Haema 2011; 2(2): 244-253
by Αntonis Kattamis1, Marina Oikonomou2, Alexandra Stamoulakatou3
1First Department of Pediatrics, Athens University, St. Sophia’s Children’s Hospital, Athens,
2First Department of Pediatrics, Aristotle University of Thessaloniki, Thessaloniki,
3Hematology Laboratory, St. Sophia’s Children’s Hospital, Athens
Abstract
Thalassemia Intermedia (TI) is a clinical condition, covering the space between the carriers and the transfusion-dependent patients with Thalassemia. Both clinically and genotypically, these patients have marked heterogeneity.
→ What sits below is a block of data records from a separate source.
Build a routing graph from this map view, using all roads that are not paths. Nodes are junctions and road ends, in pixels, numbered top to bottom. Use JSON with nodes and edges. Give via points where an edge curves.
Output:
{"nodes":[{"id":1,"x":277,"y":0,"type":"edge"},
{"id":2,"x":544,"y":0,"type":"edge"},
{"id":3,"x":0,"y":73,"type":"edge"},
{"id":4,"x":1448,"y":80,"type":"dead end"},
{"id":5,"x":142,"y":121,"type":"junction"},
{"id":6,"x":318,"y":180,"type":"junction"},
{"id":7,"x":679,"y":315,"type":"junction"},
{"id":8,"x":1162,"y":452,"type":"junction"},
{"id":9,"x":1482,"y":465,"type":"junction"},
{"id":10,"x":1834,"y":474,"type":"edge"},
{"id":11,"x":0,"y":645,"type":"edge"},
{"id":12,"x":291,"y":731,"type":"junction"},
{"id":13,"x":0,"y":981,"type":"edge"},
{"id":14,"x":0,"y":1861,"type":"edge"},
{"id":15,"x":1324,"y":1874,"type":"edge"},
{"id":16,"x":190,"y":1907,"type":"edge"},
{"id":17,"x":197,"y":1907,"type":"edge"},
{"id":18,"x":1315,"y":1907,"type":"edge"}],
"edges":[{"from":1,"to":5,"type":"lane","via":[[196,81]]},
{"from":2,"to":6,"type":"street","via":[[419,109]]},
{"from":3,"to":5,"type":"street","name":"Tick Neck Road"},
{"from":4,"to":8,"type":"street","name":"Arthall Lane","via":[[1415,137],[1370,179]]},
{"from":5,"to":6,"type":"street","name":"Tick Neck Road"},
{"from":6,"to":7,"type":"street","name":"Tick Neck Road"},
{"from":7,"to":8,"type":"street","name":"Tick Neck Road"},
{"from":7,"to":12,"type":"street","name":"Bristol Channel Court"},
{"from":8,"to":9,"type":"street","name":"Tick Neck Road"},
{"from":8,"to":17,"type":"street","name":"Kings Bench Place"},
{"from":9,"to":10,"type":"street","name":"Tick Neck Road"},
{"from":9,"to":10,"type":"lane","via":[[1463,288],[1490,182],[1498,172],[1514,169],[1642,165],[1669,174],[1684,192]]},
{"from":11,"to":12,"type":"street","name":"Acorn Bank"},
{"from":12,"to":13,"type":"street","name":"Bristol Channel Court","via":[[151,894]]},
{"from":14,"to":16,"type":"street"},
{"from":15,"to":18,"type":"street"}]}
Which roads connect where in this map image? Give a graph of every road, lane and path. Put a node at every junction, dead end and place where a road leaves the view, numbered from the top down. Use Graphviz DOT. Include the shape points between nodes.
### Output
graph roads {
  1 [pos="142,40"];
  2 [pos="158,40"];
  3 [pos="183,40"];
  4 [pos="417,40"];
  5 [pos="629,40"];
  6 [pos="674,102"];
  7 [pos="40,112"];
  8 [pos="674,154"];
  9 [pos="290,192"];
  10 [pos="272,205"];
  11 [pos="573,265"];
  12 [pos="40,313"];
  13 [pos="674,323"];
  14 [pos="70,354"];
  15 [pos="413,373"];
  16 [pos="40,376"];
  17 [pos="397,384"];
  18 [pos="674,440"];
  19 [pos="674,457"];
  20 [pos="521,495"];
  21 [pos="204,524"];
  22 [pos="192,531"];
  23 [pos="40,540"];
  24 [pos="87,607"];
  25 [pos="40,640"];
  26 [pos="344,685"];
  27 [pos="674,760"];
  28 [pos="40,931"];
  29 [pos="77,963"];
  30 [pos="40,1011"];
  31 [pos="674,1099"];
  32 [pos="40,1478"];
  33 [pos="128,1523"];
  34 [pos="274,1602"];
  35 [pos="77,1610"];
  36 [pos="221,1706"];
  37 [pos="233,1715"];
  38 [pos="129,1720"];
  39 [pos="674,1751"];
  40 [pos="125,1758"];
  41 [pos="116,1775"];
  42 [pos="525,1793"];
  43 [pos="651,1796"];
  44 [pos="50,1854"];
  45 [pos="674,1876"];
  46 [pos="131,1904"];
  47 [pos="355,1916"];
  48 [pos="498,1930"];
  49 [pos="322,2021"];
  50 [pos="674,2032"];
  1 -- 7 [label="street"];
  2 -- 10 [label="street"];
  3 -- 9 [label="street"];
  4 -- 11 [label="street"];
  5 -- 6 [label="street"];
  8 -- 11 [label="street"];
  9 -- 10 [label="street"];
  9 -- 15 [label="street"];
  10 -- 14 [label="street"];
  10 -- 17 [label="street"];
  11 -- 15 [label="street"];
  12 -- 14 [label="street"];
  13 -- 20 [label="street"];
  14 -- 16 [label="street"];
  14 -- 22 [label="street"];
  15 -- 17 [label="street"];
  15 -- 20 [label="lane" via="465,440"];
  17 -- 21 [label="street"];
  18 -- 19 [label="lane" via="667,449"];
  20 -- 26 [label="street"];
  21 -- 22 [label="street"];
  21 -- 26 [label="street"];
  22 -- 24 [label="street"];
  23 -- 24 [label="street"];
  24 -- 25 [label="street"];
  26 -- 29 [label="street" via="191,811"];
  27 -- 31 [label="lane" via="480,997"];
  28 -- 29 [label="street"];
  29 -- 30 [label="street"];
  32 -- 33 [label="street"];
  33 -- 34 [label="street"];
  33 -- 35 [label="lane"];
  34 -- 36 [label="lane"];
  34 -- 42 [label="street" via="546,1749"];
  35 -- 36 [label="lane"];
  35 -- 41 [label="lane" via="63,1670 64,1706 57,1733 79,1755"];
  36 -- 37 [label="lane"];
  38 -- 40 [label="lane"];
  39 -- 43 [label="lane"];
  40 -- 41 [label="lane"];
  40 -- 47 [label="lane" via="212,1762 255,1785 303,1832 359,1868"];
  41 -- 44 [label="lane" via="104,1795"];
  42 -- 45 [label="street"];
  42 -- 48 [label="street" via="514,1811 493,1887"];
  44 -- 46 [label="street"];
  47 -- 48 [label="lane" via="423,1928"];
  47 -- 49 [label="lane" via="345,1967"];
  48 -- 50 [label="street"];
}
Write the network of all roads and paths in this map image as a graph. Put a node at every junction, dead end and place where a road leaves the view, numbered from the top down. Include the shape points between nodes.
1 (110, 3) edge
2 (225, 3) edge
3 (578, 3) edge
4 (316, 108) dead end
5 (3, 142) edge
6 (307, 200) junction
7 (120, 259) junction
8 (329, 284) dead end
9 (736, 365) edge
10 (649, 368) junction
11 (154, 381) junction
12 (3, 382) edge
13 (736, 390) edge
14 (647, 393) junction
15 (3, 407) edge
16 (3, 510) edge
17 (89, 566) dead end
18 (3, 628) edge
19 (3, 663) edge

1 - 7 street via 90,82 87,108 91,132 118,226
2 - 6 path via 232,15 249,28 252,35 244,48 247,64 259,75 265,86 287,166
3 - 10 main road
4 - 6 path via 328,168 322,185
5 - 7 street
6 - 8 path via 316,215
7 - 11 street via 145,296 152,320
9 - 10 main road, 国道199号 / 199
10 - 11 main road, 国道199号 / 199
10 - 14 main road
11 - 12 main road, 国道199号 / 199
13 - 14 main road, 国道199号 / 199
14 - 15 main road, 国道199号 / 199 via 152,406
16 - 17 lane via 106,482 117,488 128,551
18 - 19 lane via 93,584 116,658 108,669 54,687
TI is caused by a variety of combinations of molecular defects or/ and polymorphisms, which result into moderate/severe disturbance of the balance of production of alpha-and beta-chains of hemoglobin A. The basic pathogenetic mechanisms of the disease include the inefficient erythropoiesis, peripheral hemolysis and progressive iron overload due to excessive iron absorption from the gut. The hematological profile of the disease is characterized by hypochromic, microcytic anemia with characteristic abnormalities in the hematological indicator, which are dependent on the genetic basis. The treatment aims at the improvement of the anemia and in preventing and addressing the long-term complications, due to chronic anemia, increased erythropoiesis and iron overload. The transfusions in these patients must be given only when indicated. Splenectomy may improve the clinical picture, but is associated with increased risk of pulmonary hypertension and thromboembolic events.